Read the records and gather each line that includes "order".

** Source material **
--- START ---

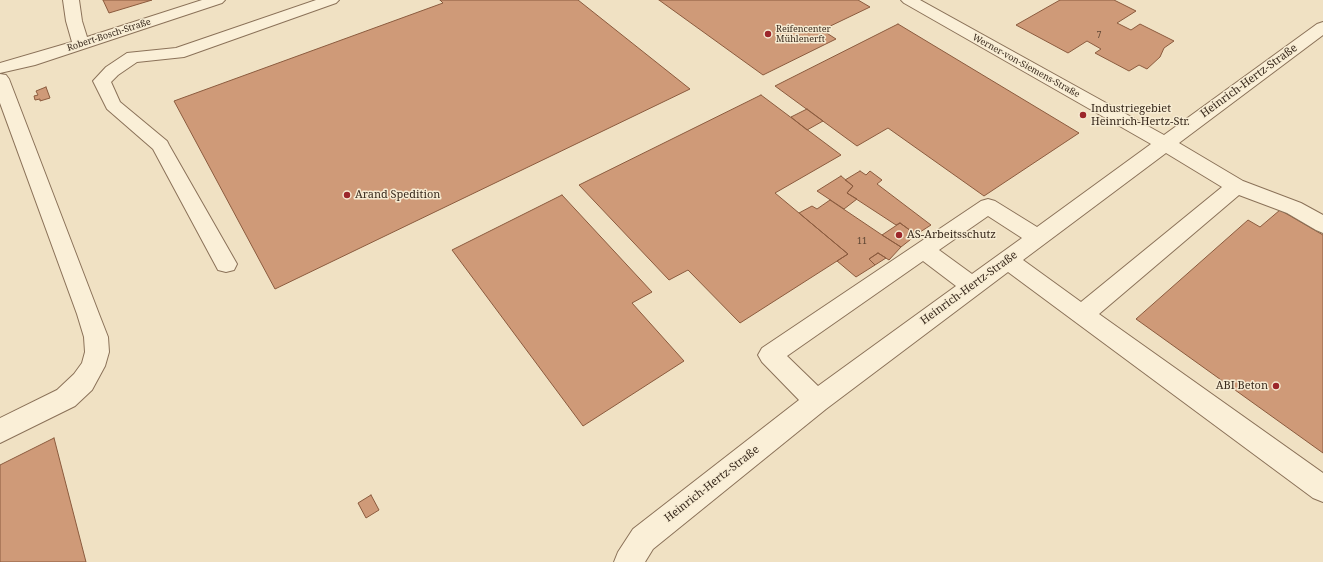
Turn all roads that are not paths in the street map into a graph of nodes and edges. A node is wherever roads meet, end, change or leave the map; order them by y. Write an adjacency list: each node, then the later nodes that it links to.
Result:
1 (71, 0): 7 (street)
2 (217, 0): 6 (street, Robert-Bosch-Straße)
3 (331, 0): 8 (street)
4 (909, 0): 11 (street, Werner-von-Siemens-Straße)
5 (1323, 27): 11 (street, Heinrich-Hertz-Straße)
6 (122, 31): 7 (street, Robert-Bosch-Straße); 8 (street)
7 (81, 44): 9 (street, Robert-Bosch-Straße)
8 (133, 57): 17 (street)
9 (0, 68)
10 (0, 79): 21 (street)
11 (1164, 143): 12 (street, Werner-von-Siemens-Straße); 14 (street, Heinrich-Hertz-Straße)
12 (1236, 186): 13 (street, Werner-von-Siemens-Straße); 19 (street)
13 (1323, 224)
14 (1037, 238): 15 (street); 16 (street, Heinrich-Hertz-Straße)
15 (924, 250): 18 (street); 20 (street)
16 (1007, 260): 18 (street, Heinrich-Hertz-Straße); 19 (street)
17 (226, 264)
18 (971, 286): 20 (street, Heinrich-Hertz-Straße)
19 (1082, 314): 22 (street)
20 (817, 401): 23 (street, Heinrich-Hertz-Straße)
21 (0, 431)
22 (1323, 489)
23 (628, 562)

--- END ---
--- START ---

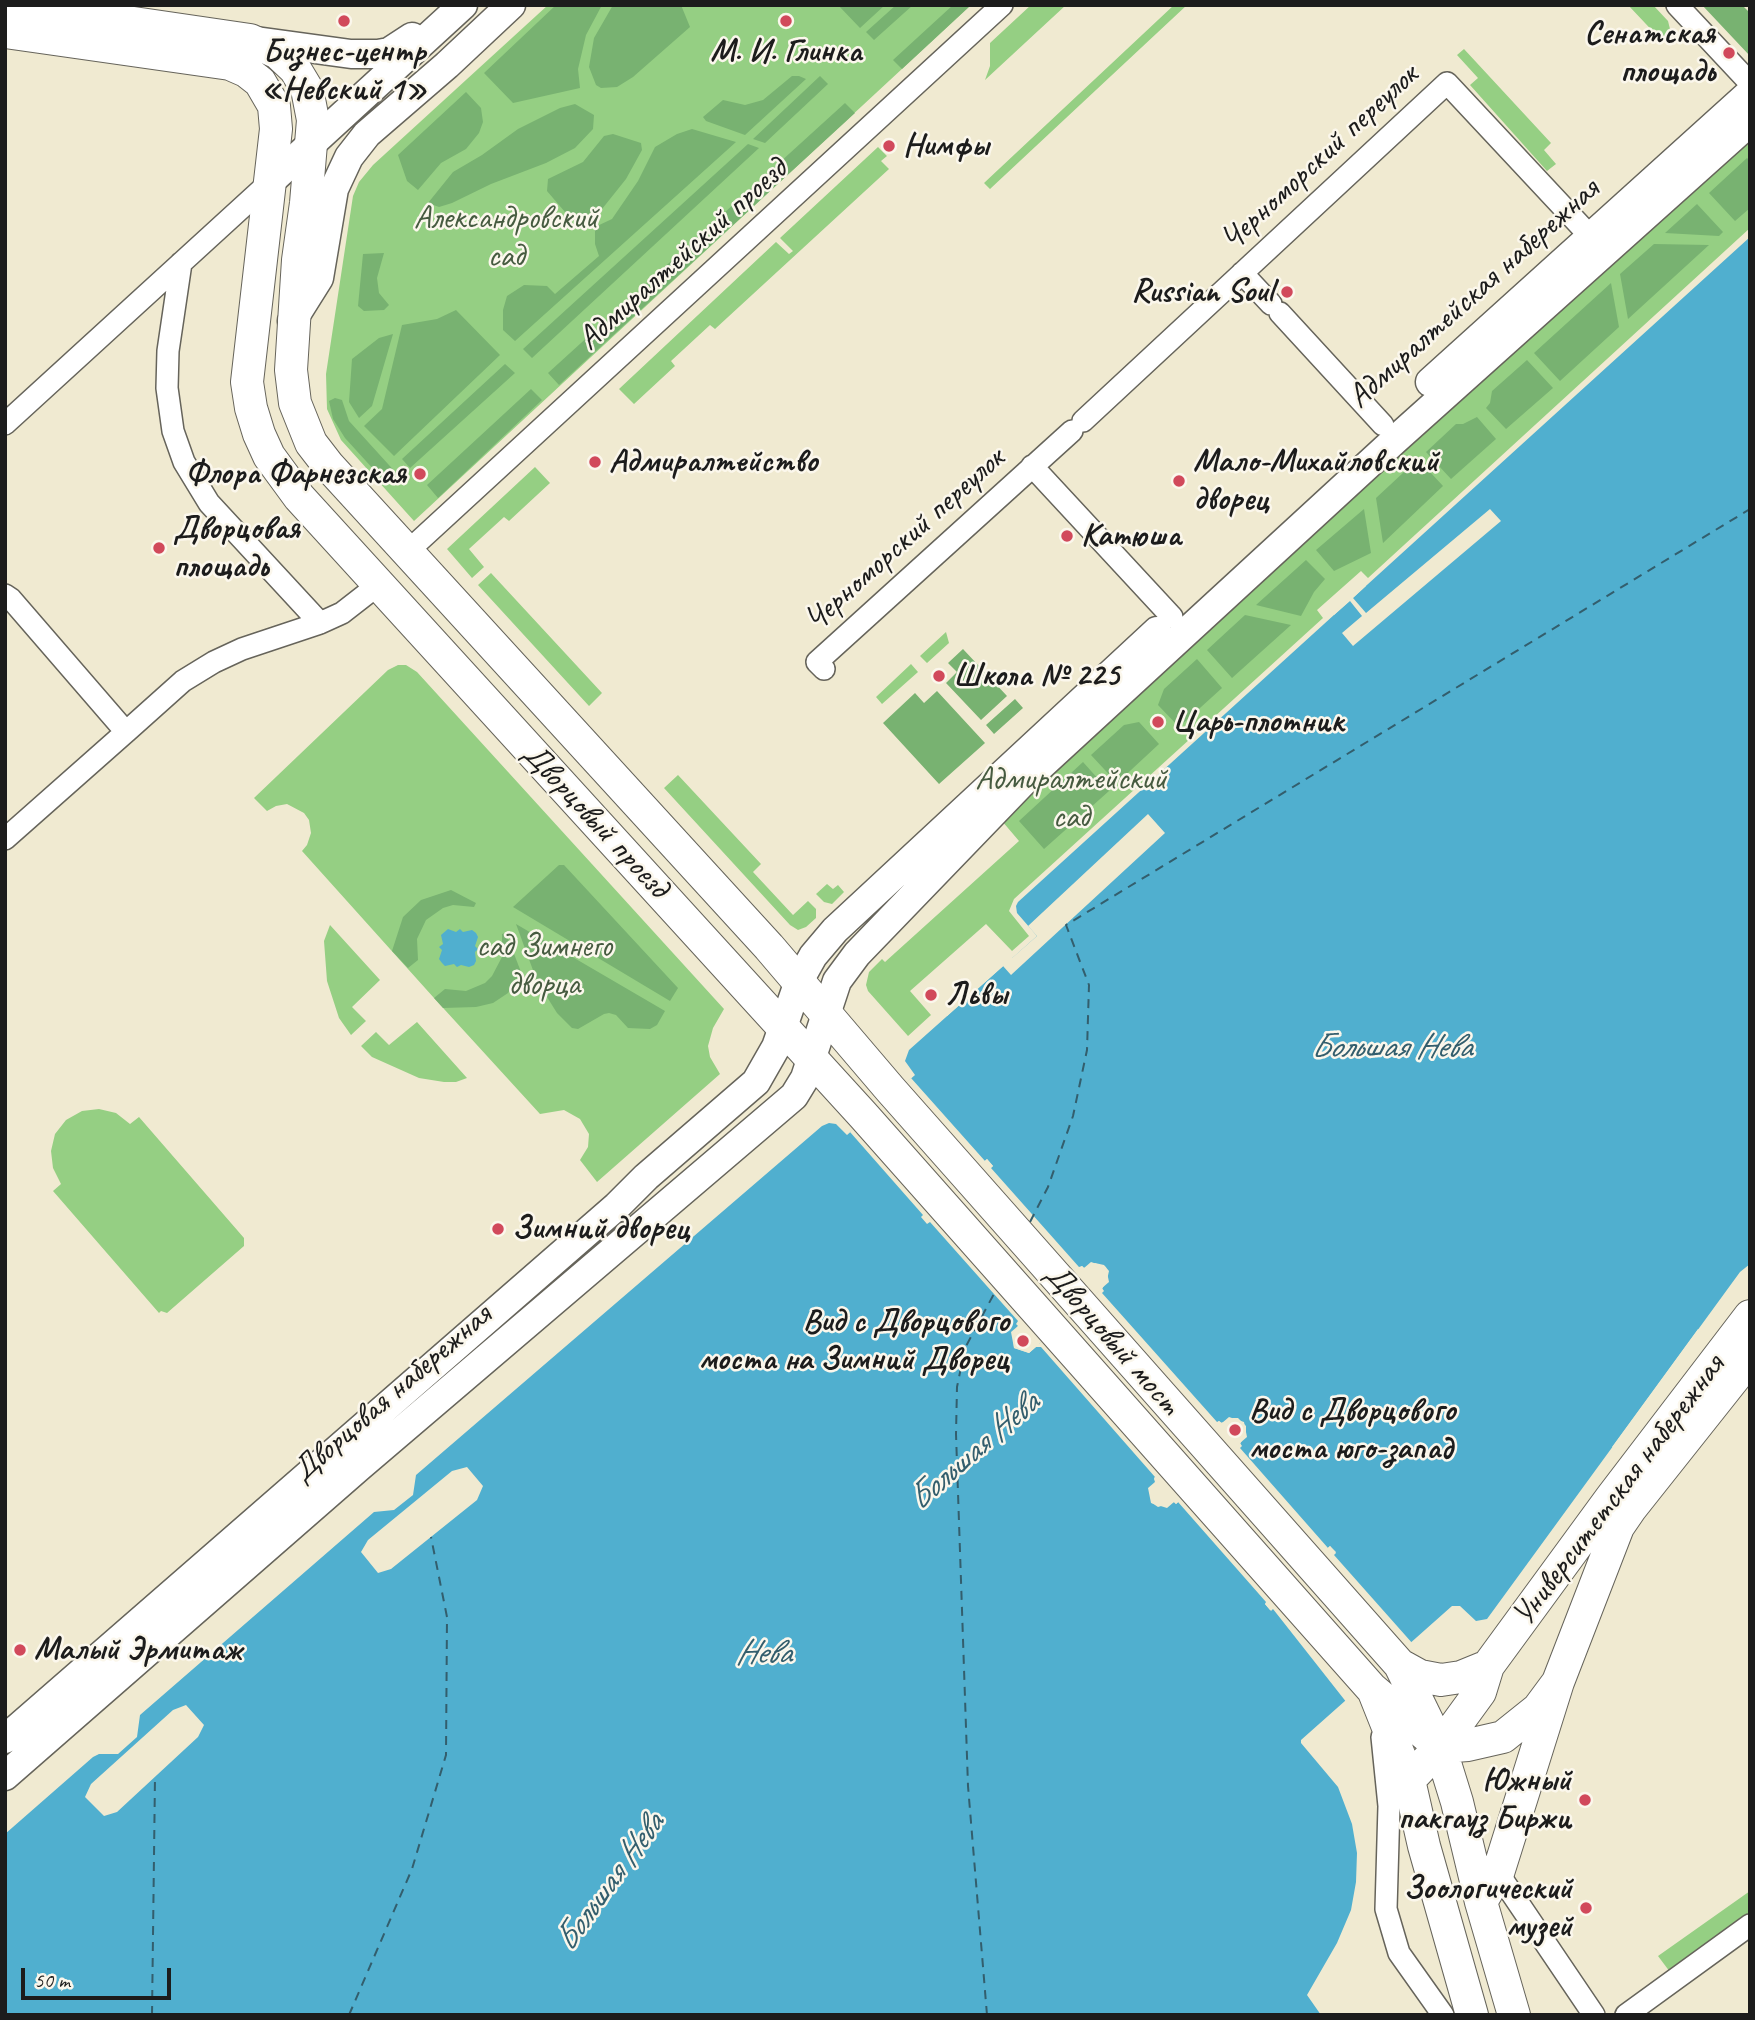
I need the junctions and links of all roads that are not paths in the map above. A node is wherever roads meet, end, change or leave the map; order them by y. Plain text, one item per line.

--- END ---
--- START ---

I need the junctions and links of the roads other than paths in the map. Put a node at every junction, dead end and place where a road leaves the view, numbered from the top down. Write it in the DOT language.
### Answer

--- END ---

** Response below **
Turn all roads that are not paths in the street map into a graph of nodes and edges. A node is wherever roads meet, end, change or leave the map; order them by y. Write an adjacency list: each node, then the later nodes that it links to.
I need the junctions and links of all roads that are not paths in the map above. A node is wherever roads meet, end, change or leave the map; order them by y. Plain text, one item per line.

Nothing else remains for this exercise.